→ **Exercise**
Once the line with "middle dip: (298, 231)" is found in the data, output it and each following line exactly, up to and including the line with "ring tip: (191, 95)", and nothing before or after.

________________________________________

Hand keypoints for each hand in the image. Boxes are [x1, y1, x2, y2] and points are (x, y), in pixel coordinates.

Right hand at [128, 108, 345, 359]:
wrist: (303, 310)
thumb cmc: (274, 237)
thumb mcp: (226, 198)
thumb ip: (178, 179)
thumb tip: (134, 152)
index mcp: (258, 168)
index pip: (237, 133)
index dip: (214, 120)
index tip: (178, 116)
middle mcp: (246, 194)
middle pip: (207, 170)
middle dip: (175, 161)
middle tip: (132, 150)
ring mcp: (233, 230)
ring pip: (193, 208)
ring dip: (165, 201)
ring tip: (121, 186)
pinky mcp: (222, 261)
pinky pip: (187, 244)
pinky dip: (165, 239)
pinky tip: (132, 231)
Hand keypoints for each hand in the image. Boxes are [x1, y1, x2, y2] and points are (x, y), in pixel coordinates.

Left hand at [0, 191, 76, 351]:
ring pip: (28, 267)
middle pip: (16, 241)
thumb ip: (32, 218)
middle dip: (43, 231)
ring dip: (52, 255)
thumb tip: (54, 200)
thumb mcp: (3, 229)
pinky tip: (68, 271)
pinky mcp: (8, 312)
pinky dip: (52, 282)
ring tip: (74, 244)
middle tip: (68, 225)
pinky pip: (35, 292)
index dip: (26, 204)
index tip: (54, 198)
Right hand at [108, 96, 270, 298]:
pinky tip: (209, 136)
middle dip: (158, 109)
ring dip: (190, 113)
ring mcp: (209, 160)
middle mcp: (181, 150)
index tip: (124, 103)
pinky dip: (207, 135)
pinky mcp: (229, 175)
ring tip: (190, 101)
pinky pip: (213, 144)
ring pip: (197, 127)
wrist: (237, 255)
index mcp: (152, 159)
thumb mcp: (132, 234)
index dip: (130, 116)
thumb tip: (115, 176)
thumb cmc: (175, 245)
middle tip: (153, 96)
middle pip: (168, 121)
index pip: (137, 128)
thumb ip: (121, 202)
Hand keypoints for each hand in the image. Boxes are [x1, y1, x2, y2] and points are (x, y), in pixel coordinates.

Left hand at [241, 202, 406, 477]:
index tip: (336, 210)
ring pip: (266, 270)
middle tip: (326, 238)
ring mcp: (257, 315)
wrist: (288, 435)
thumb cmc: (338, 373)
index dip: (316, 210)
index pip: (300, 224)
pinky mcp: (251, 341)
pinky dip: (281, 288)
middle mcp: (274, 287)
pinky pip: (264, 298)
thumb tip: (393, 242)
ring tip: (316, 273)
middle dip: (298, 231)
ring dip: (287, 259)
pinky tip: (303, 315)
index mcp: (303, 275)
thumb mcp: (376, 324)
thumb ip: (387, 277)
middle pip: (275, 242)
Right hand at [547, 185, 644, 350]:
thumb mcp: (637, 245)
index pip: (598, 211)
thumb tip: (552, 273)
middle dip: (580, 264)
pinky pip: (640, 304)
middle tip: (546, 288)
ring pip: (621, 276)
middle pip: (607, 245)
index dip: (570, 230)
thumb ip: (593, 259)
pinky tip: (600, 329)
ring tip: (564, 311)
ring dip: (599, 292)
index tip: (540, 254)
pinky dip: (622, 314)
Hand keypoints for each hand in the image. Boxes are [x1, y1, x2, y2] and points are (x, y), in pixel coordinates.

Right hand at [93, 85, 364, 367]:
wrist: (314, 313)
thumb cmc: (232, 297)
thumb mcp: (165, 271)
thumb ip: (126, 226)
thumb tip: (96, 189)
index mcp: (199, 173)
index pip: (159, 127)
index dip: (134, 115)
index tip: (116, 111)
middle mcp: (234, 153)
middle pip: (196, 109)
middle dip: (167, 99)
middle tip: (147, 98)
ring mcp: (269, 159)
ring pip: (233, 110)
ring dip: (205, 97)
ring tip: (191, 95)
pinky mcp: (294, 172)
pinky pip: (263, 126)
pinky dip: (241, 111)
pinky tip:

________________________________________

→ **Task answer**
middle dip: (298, 231)
ring dip: (287, 259)
pinky tip: (303, 315)
index mcp: (303, 275)
thumb mcp: (376, 324)
thumb ip: (387, 277)
middle pip: (275, 242)
Right hand at [547, 185, 644, 350]:
thumb mcp: (637, 245)
index pip: (598, 211)
thumb tip: (552, 273)
middle dip: (580, 264)
pinky pip: (640, 304)
middle tip: (546, 288)
ring pip: (621, 276)
middle pip: (607, 245)
index dip: (570, 230)
thumb ip: (593, 259)
pinky tip: (600, 329)
ring tip: (564, 311)
ring dip: (599, 292)
index tip: (540, 254)
pinky dip: (622, 314)
Hand keypoints for each hand in the image. Boxes are [x1, y1, x2, y2] and points are (x, y), in pixel coordinates.

Right hand at [93, 85, 364, 367]:
wrist: (314, 313)
thumb cmc: (232, 297)
thumb mcp: (165, 271)
thumb ip: (126, 226)
thumb tip: (96, 189)
index mcp: (199, 173)
index pip: (159, 127)
index dip: (134, 115)
index tip: (116, 111)
middle mcp: (234, 153)
middle pip: (196, 109)
middle dip: (167, 99)
middle tip: (147, 98)
ring mcp: (269, 159)
ring pip: (233, 110)
ring dip: (205, 97)
ring tip: (191, 95)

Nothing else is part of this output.